商务部国际贸易经济合作研究院研究员田原在接受本报记者采访时表示,制度环境是当前民间投资“不敢投、不愿投、不能投”的核心痛点,集中体现在准入壁垒、产权与政策信用保障不足、融资制度性梗阻、监管与服务效率偏低等方面,究其原因是市场公平竞争机制与法治保障体系尚未完全到位,导致民间资本预期不稳、信心不足。
因此,广东省明确提出要“最大程度疏通民间资本发展渠道”,针对民企“不敢投、不愿投”的问题,通过融资支持和产权保护来修复企业家预期。

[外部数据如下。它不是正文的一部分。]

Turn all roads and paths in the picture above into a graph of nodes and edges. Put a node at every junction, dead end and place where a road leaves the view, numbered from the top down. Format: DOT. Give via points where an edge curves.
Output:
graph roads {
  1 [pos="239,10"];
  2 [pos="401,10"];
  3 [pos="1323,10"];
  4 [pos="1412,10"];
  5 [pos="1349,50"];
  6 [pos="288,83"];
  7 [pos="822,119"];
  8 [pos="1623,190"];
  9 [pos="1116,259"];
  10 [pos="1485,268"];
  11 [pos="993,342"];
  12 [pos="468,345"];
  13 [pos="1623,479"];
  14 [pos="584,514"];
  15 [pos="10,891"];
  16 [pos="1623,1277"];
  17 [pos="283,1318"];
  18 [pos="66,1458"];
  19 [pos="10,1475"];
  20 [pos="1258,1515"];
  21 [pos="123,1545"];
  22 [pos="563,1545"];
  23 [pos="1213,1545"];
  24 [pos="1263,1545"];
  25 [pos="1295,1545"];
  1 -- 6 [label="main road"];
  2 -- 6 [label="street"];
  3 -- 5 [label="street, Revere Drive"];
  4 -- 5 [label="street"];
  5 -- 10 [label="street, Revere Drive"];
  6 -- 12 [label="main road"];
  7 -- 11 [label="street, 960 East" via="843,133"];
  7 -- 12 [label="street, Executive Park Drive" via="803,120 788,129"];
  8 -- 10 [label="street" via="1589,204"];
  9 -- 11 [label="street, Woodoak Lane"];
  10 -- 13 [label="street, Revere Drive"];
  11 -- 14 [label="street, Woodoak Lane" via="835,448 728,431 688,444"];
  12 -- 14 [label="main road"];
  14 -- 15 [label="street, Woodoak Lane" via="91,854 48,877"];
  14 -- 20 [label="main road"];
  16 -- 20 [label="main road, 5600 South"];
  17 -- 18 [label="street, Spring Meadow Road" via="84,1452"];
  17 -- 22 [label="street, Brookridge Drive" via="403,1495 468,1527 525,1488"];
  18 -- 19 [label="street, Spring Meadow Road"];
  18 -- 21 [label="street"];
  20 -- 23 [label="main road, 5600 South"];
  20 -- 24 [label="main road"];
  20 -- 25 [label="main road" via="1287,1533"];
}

福建省高度依赖民间资本和外来资本,尤其是台资、侨资。该省提出,要加大壁垒破除力度,加快打造一流营商环境,规范招商引资行为,深化招投标领域突出问题系统整治,利用海峡两岸融合发展示范区等“多区叠加”的开放平台吸引外部增量。
2025年11月,国务院办公厅印发《关于进一步促进民间投资发展的若干措施》,提出13项针对性政策举措。支持民营企业参与国家重大项目建设,核电领域持续引入民营企业参与、民间资本持股比例高达20%,四川引大济岷、湖北引江补汉输水沿线补水工程等一批“两重”水利项目引入民间资本。
“要拿出切实有效的举措,着力破解民间投资发展的难点、堵点、痛点。”国家发展改革委固定资产投资司有关负责人表示,将系统谋划促进民间投资的政策措施,加力破除阻碍民间投资发展的体制机制障碍,加快构建让各类所有制企业公平竞争、共同发展的市场环境,进一步增强民间投资内生动力。
资金要素保障双管齐下
在多元化资金支持方面,多个经济大省都提出积极争取中央预算内投资、超长期特别国债、地方政府专项债券和新型政策性金融工具等政策性资金支持,同时拓展基础设施领域不动产投资信托基金(REITs)、保险资金等市场化融资渠道,深入推进“投债贷联动”,充分发挥资金乘数效应。